:: DATA RECORDS

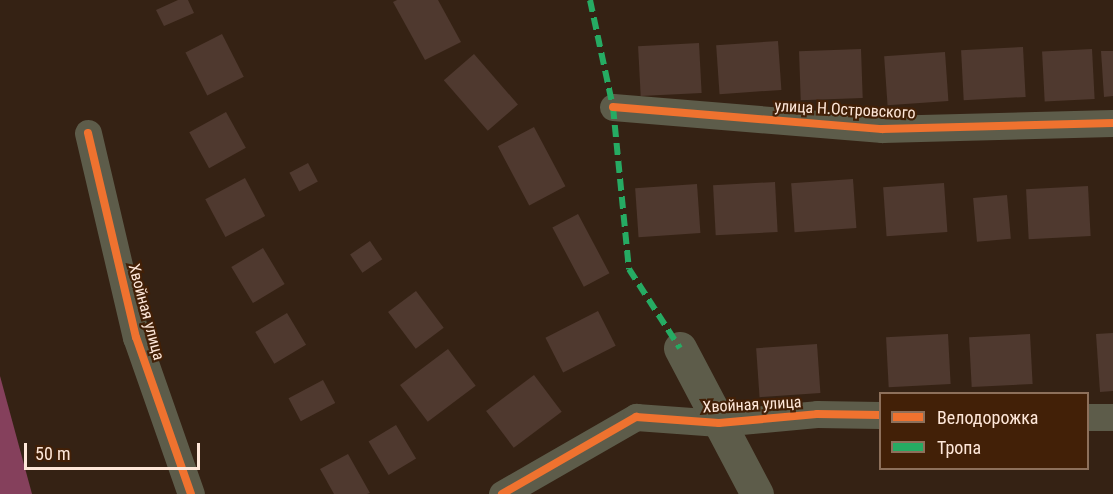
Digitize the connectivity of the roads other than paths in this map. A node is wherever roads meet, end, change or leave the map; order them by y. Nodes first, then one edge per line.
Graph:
1 (613, 107) dead end
2 (1113, 123) edge
3 (88, 133) dead end
4 (680, 348) dead end
5 (879, 415) edge
6 (1089, 417) edge
7 (1113, 417) edge
8 (719, 423) junction
9 (191, 494) edge
10 (502, 494) edge
11 (757, 494) edge

1 - 2 street, улица Н.Островского
3 - 9 street, Хвойная улица
4 - 8 street
5 - 8 street, Хвойная улица
6 - 7 street
8 - 10 street, Хвойная улица
8 - 11 street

::::

» DESCRIPTION OF THE TASK:
The reply should repeat the listing above exactly and contain no pictures.

» EXERCISE RESULT:
Digitize the connectivity of the roads other than paths in this map. A node is wherever roads meet, end, change or leave the map; order them by y. Nodes first, then one edge per line.
Graph:
1 (613, 107) dead end
2 (1113, 123) edge
3 (88, 133) dead end
4 (680, 348) dead end
5 (879, 415) edge
6 (1089, 417) edge
7 (1113, 417) edge
8 (719, 423) junction
9 (191, 494) edge
10 (502, 494) edge
11 (757, 494) edge

1 - 2 street, улица Н.Островского
3 - 9 street, Хвойная улица
4 - 8 street
5 - 8 street, Хвойная улица
6 - 7 street
8 - 10 street, Хвойная улица
8 - 11 street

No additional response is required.